# PROBLEM TO SOLVE
Among the lines of the records, find all that carry the word "roads" and copy them.

· · · · ·

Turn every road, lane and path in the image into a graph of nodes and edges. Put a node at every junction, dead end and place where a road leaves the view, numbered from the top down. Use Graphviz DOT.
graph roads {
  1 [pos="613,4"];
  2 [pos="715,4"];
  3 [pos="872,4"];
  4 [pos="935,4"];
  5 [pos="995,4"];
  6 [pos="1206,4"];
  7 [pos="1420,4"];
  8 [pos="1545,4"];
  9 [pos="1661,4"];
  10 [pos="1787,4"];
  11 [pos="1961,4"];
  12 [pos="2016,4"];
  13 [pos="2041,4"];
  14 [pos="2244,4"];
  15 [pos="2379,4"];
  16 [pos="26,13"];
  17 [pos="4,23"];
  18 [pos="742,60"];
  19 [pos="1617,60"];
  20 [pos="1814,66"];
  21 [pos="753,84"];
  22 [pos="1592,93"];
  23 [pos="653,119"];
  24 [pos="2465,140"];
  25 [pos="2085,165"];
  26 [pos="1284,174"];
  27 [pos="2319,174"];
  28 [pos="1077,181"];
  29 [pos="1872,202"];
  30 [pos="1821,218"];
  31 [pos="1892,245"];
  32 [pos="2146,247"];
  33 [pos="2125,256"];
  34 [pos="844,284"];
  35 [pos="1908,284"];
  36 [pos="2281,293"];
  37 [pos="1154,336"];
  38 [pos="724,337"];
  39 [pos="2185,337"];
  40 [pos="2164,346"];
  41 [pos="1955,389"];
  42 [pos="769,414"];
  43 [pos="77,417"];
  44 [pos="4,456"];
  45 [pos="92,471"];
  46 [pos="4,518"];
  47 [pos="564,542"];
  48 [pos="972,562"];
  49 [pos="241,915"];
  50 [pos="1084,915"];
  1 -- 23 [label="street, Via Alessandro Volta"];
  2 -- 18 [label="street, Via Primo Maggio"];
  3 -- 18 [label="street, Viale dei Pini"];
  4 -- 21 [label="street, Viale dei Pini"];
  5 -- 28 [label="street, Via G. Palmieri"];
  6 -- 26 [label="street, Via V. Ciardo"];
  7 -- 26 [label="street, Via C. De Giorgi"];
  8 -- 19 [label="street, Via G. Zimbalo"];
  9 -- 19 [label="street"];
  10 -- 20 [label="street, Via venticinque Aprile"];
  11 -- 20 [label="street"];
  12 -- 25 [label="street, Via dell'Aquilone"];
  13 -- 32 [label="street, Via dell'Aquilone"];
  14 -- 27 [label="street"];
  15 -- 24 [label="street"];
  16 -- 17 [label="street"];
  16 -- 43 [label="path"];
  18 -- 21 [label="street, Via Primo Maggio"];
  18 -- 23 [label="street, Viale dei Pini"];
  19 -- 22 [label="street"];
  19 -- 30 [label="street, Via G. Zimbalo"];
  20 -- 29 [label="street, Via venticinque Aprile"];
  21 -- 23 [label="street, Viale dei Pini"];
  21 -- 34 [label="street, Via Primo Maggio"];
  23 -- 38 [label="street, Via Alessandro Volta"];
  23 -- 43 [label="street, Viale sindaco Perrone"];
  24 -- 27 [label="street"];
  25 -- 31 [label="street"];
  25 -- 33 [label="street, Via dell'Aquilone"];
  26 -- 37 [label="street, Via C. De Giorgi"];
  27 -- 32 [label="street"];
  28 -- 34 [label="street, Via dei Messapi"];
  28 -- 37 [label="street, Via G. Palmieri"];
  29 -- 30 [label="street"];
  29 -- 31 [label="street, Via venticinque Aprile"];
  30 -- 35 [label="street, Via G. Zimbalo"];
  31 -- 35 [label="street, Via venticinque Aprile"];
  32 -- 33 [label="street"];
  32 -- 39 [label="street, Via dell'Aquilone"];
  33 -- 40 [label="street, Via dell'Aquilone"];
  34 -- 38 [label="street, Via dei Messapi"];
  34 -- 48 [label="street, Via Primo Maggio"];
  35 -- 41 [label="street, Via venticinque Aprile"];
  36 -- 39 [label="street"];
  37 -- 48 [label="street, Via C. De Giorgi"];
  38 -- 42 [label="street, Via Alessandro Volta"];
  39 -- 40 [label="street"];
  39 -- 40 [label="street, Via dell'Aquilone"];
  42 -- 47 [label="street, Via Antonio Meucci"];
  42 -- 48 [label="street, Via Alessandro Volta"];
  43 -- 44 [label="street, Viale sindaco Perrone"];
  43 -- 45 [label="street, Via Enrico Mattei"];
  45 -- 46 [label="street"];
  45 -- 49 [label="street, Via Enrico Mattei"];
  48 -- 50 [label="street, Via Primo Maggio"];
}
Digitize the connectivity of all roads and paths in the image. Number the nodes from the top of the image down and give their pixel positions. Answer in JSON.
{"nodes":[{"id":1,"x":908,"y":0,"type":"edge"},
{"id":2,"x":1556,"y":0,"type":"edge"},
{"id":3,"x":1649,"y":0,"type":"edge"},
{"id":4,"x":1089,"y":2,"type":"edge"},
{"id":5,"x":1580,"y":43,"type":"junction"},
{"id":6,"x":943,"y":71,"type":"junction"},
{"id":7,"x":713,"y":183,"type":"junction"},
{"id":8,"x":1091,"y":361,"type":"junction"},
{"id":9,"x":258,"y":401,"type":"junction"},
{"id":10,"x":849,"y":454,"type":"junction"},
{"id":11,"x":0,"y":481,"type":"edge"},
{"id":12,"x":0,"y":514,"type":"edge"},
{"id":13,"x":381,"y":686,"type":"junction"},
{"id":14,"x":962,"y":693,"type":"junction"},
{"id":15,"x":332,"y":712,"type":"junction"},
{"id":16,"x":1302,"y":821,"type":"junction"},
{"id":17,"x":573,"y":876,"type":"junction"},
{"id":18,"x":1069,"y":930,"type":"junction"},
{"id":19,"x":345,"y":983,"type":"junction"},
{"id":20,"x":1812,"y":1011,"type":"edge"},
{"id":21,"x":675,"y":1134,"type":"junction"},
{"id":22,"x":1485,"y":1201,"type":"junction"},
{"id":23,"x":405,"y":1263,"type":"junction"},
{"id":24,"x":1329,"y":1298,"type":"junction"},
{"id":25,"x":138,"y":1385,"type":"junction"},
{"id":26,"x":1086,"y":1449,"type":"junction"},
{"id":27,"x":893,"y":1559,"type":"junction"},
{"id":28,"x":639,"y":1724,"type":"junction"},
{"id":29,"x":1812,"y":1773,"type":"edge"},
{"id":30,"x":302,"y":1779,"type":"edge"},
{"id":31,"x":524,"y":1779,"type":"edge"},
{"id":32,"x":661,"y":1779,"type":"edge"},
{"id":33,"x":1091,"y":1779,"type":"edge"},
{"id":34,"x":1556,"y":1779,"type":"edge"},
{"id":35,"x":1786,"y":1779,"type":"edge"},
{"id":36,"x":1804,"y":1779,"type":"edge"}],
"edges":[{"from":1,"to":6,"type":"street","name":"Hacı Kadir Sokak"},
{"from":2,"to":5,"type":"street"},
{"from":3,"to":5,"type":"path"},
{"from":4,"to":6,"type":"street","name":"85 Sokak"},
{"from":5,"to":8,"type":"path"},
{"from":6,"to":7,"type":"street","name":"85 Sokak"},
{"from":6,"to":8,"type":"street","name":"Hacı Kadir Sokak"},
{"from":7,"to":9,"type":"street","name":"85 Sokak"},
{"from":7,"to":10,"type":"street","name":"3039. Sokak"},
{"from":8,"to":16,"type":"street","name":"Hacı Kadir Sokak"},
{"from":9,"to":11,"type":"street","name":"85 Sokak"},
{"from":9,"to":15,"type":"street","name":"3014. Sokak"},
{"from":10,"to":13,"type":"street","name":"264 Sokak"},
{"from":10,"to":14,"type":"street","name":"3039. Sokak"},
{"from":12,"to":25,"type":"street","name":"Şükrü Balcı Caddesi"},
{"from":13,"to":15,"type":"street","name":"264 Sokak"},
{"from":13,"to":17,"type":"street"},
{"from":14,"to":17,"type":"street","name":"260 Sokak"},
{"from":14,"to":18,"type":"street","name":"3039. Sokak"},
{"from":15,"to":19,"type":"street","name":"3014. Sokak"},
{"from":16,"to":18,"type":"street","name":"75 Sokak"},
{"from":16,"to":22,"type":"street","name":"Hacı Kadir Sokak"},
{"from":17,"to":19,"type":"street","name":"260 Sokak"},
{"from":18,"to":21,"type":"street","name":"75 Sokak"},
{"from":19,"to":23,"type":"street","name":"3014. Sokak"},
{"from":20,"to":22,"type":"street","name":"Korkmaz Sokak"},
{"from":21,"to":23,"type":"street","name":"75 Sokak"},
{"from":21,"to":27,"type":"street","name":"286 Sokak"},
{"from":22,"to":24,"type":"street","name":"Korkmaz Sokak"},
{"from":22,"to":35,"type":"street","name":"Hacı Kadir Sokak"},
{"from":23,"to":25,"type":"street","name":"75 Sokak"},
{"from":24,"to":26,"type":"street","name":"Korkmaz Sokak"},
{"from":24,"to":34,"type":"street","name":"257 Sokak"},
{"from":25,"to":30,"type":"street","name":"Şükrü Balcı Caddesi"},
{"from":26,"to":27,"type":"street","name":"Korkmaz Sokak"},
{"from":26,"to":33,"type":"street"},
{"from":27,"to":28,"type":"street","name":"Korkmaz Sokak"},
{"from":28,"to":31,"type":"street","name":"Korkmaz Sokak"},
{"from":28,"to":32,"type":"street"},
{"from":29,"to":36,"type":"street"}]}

· · · · ·

# SOLVED EXERCISE
graph roads {
Digitize the connectivity of all roads and paths in the image. Number the nodes from the top of the image down and give their pixel positions. Answer in JSON.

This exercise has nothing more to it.